Milli Vanilli was a German R&B duo from Munich. The group was founded by Frank Farian in 1988 and consisted of Fab Morvan and Rob Pilatus. The group's debut album Girl You Know It's True achieved international success and earned them a Grammy Award for Best New Artist on 21 February 1990.[1] Milli Vanilli became one of the most popular pop acts in the late 1980s and early 1990s. Their success quickly turned to infamy when Morvan, Pilatus and their agent Sergio Vendero confessed that Morvan and Pilatus did not actually sing any of the vocals heard on the record. The pair decided to return the Grammy awards and asked they be given to the real vocalists.[2][3][4] The group recorded a comeback album in 1998, but Rob Pilatus died before the album was released.[5]


According to VH1's Behind the Music, the single "Girl You Know It's True" was first produced by Jesse Powell and had already been completed before Rob Pilatus and Fab Morvan were recruited. Frank Farian felt that no efforts should be focused on refining Pilatus and Morvan's voices. Farian added his own studio-augmented voice to recordings, using back-up singers to hide the other two members' voices live.[6]

In 2011 Morvan claimed that Farian manipulated the two by giving them a small advance when he signed them. The pair spent most of it on clothes and hairstyling, then several months later Farian called them back and told them they had to lip sync to the prerecorded music or, per the contract, repay the advance in full. "We were not hired, we were trapped" Morvan recalled.[7]

Lip-synching indications, exposure, and media backlash

Beth McCarthy-Miller, then an executive with MTV, says the duo's poor English language skills, when they came in for their first interview with the channel, stirred doubts among those present as to whether they had actually sung on their records.[7] The first public sign that the group was lip-synching came on 21 July 1989, during a live performance on MTV at the Lake Compounce theme park in Bristol, Connecticut. As they performed onstage live in front of an audience, the recording of the song "Girl You Know It's True" jammed and began to skip, repeating the partial line "Girl, you know it's..." over and over on the speakers.

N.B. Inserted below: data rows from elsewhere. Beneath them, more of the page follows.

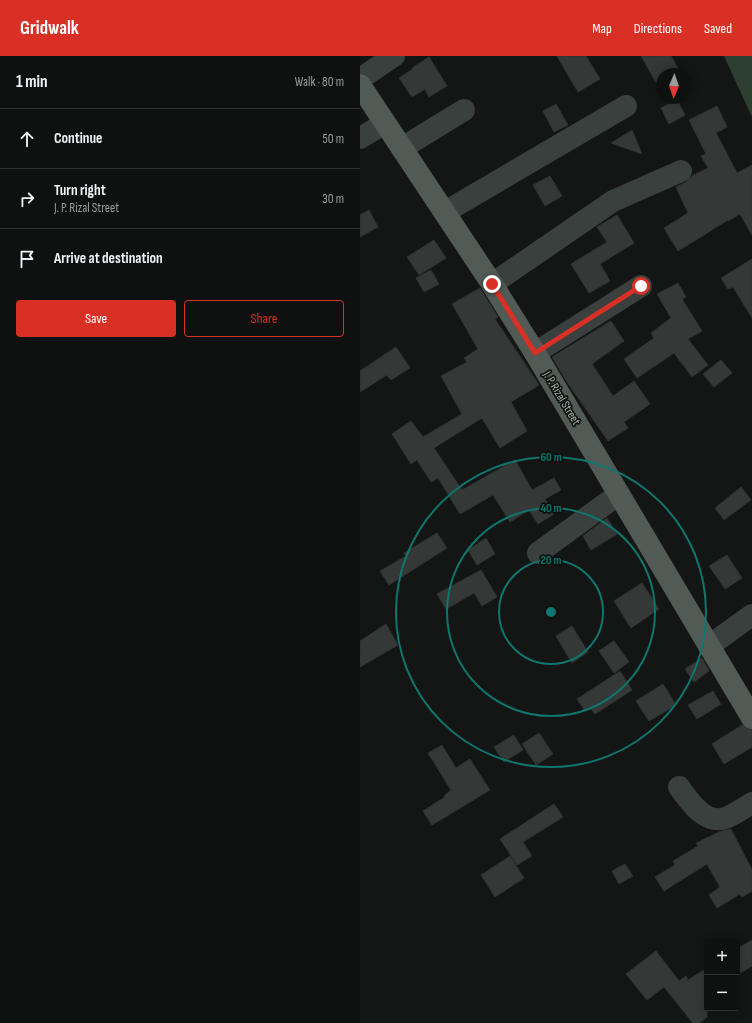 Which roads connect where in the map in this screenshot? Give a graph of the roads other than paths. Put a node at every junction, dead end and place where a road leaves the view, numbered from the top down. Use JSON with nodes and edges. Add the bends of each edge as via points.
{"nodes":[{"id":1,"x":394,"y":56,"type":"edge"},
{"id":2,"x":360,"y":79,"type":"edge"},
{"id":3,"x":360,"y":85,"type":"edge"},
{"id":4,"x":626,"y":106,"type":"dead end"},
{"id":5,"x":464,"y":110,"type":"dead end"},
{"id":6,"x":385,"y":123,"type":"junction"},
{"id":7,"x":360,"y":138,"type":"edge"},
{"id":8,"x":402,"y":148,"type":"junction"},
{"id":9,"x":681,"y":171,"type":"dead end"},
{"id":10,"x":444,"y":212,"type":"junction"},
{"id":11,"x":492,"y":284,"type":"junction"},
{"id":12,"x":641,"y":286,"type":"dead end"},
{"id":13,"x":535,"y":353,"type":"junction"},
{"id":14,"x":619,"y":494,"type":"junction"},
{"id":15,"x":538,"y":553,"type":"dead end"},
{"id":16,"x":752,"y":614,"type":"edge"},
{"id":17,"x":709,"y":646,"type":"junction"},
{"id":18,"x":752,"y":718,"type":"edge"},
{"id":19,"x":679,"y":788,"type":"dead end"},
{"id":20,"x":752,"y":803,"type":"edge"}],
"edges":[{"from":1,"to":2,"type":"lane"},
{"from":3,"to":6,"type":"main road","name":"J. P. Rizal Street"},
{"from":4,"to":10,"type":"lane"},
{"from":5,"to":8,"type":"lane"},
{"from":6,"to":7,"type":"lane"},
{"from":6,"to":8,"type":"main road","name":"J. P. Rizal Street"},
{"from":8,"to":10,"type":"main road","name":"J. P. Rizal Street"},
{"from":9,"to":11,"type":"lane","via":[[613,200]]},
{"from":10,"to":11,"type":"main road","name":"J. P. Rizal Street"},
{"from":11,"to":13,"type":"main road","name":"J. P. Rizal Street"},
{"from":12,"to":13,"type":"lane"},
{"from":13,"to":14,"type":"main road","name":"J. P. Rizal Street"},
{"from":14,"to":15,"type":"lane"},
{"from":14,"to":17,"type":"main road","name":"J. P. Rizal Street"},
{"from":16,"to":17,"type":"lane"},
{"from":17,"to":18,"type":"main road","name":"J. P. Rizal Street"},
{"from":19,"to":20,"type":"lane","via":[[699,813],[708,817],[721,819]]}]}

They continued to pretend to sing and dance onstage for a few more moments, then they both ran offstage. According to the episode of VH1's Behind the Music which profiled Milli Vanilli, Downtown Julie Brown stated that fans attending the concert seemed neither to care nor even to notice and the concert continued as if nothing unusual had happened. In a March 1990 issue of Time magazine, Pilatus was quoted proclaiming himself to be "the new Elvis", reasoning that by the duo's success they were musically more talented than Bob Dylan, Paul McCartney and Mick Jagger.[8]

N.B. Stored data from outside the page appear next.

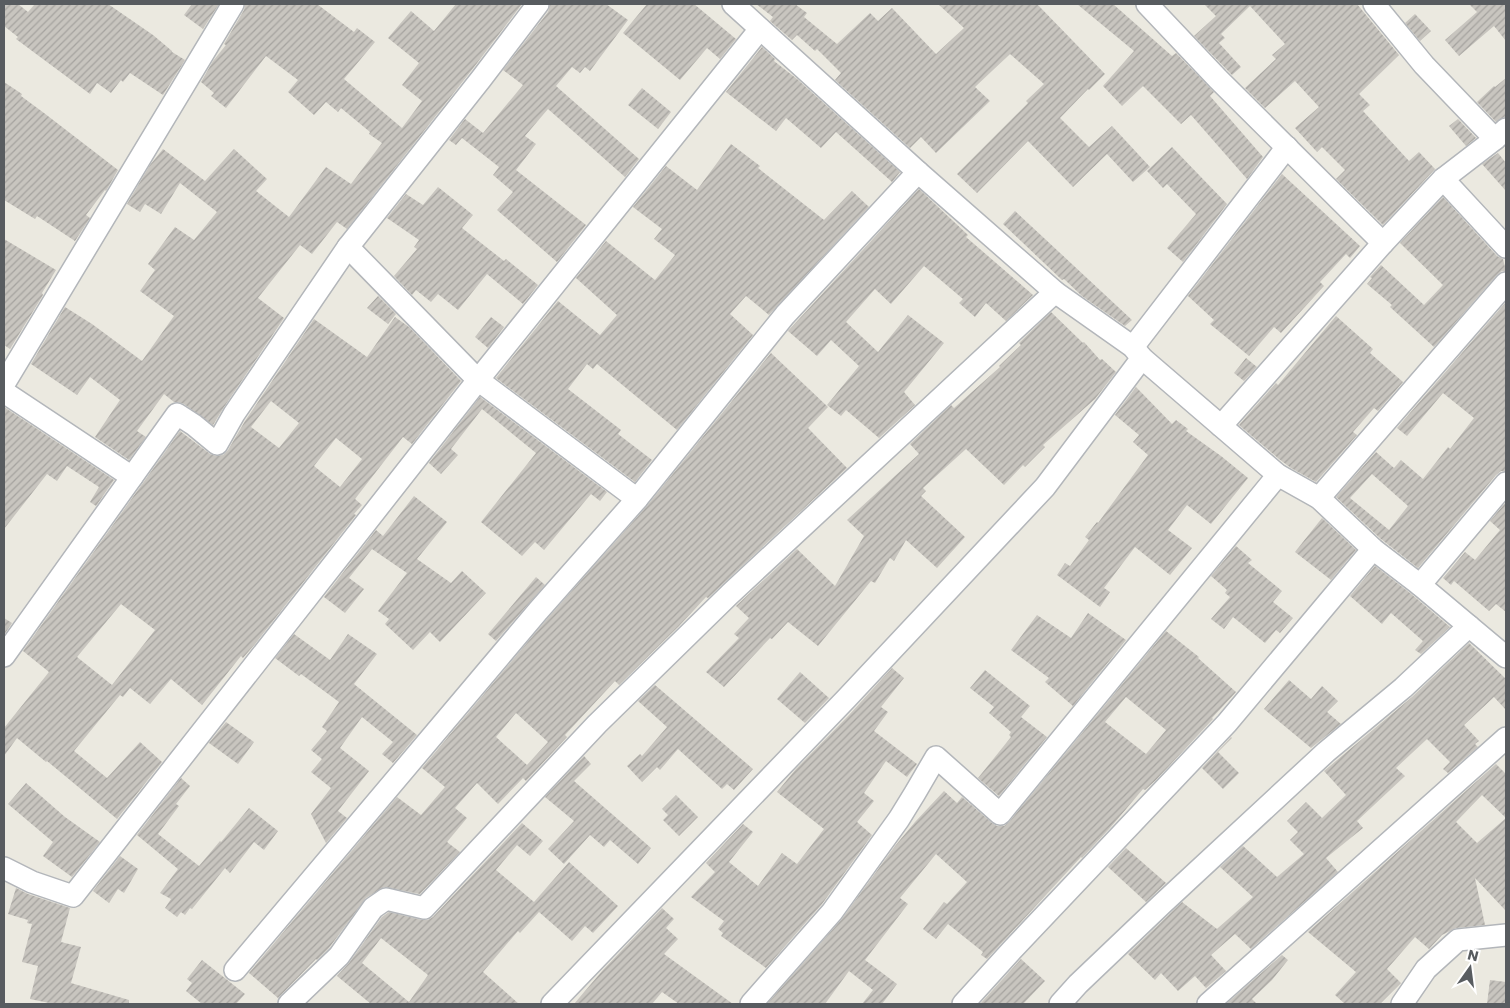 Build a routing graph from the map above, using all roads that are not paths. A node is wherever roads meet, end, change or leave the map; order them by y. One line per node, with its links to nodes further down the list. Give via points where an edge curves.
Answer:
1 (233, 4): 18 (street)
2 (538, 4): 12 (street)
3 (732, 4): 6 (street)
4 (1146, 4): 8 (street)
5 (1374, 4): 7 (street, via 1424,65)
6 (760, 29): 9 (street); 17 (street)
7 (1501, 134): 10 (street)
8 (1287, 147): 11 (street); 16 (street)
9 (918, 172): 15 (street); 25 (street, via 785,315)
10 (1443, 179): 11 (street); 13 (street)
11 (1383, 243): 20 (street)
12 (348, 246): 17 (street); 22 (street, via 216,444 178,414)
13 (1506, 247)
14 (1506, 283): 24 (street)
15 (1055, 292): 16 (street); 35 (street, via 730,594 596,724 424,908 386,900 373,908 339,956)
16 (1138, 353): 20 (street); 36 (street, via 1045,486 846,699)
17 (478, 380): 25 (street); 32 (street, via 73,896)
18 (4, 384)
19 (4, 392): 22 (street)
20 (1221, 426): 21 (street)
21 (1278, 475): 24 (street); 37 (street, via 1000,814 936,757 898,819 832,912)
22 (132, 477): 29 (street)
23 (1506, 483): 27 (street)
24 (1319, 498): 26 (street)
25 (638, 499): 34 (street, via 538,611)
26 (1373, 549): 27 (street); 38 (street, via 1227,723)
27 (1420, 585): 28 (street)
28 (1469, 626): 30 (street); 39 (street, via 1403,688 1326,752)
29 (4, 656)
30 (1506, 657)
31 (1506, 738): 40 (street)
32 (4, 868)
33 (1506, 935): 41 (street, via 1458,940 1426,969)
34 (235, 970)
35 (288, 1004)
36 (552, 1004)
37 (751, 1004)
38 (963, 1004)
39 (1060, 1004)
40 (1208, 1004)
41 (1402, 1004)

Unlike the international release of All or Nothing, the inserts for the American version of the album explicitly attributed the vocals to Morvan and Pilatus. This prompted singer Charles Shaw to reveal in December 1989 that he was one of the three actual singers on the album and that Pilatus and Morvan were impostors. Farian reportedly paid Shaw $150,000 to retract his statements, though this did not stem the tide of public criticism.[9] Because of rising public questions regarding the source of who actually sang in the group, as well as the insistence of Morvan and Pilatus to Farian that they be allowed to sing on the next album, Farian confessed to reporters on 12 November 1990 that Morvan and Pilatus did not actually sing on the records. As a result of American media pressure, Milli Vanilli's Grammy was withdrawn four days later. However, their three American Music Awards were never withdrawn because the organizers felt the awards were given to them by music consumers.[10]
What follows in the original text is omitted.